Andres, let me explain:
There is no app note, but it is really quite simple.
Any Virtex BlockRAM can be loaded with data contained in the configuration bitstream. If you then never write again, you have a BlockROM.
Obviously, a 4K x 4 ROM can detect anything on its 12 address lines, and describe it as a 4-bit output. This is all well-known.
The trick that makes this solution so efficient is the use of the other port of the same BlockROM. The two ports are completely independent. There is no read port or write port. That's just a typical use when implementing FIFOs. You can use both ports to write, or - as in this case - you use both ports to read. Since you use the same priority encoding for both sets of 12 inputs, you can use the common ROM storage, and thus handle 24 inputs, giving you two sets of 4 outputs.
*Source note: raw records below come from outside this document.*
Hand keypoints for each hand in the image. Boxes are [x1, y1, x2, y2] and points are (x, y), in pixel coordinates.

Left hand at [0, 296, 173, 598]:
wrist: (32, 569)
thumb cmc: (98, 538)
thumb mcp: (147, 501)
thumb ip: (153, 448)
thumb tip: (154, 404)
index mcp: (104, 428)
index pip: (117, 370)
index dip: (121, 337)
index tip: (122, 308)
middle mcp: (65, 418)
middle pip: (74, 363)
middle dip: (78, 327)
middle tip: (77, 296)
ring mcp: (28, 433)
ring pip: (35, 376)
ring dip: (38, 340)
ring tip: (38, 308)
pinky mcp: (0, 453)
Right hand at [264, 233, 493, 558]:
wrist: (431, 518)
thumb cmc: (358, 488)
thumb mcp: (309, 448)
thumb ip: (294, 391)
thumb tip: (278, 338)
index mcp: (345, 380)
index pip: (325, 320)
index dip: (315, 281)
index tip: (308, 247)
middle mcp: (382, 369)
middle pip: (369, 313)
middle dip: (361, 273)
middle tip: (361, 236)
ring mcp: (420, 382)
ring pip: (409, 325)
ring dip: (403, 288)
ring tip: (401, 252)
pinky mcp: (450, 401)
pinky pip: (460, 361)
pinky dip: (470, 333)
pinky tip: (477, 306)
It's the dual-ported nature of the ROM, and using the same encoding for both sets of 12 address inputs, that makes this so efficient.
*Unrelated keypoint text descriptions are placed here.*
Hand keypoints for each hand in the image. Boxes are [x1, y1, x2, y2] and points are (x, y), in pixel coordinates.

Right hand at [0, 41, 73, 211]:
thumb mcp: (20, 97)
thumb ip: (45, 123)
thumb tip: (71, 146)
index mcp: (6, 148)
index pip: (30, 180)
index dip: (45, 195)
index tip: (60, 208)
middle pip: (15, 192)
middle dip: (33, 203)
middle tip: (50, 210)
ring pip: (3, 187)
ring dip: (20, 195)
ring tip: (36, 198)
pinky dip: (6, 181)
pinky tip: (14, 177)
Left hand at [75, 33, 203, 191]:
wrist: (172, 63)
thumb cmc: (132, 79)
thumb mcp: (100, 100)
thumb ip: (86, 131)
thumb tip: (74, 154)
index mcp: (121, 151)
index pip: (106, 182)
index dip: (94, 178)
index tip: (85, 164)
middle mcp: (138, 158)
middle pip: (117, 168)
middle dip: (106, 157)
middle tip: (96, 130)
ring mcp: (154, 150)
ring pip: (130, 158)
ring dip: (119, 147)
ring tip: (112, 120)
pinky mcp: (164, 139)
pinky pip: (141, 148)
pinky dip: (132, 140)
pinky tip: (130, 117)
The rest of the logic, combining the two sets of 4-bit outputs, and handling the additional 8 inputs ( for a 32-bit encoder), will be conventional.
I like using BlockRAMs for unconventional applications, especially since that relieves the interconnect structure, and - if you have more BlockRAMs than you need - its actually free (not just efficient) :-)
Peter Alfke, Xilinx Applications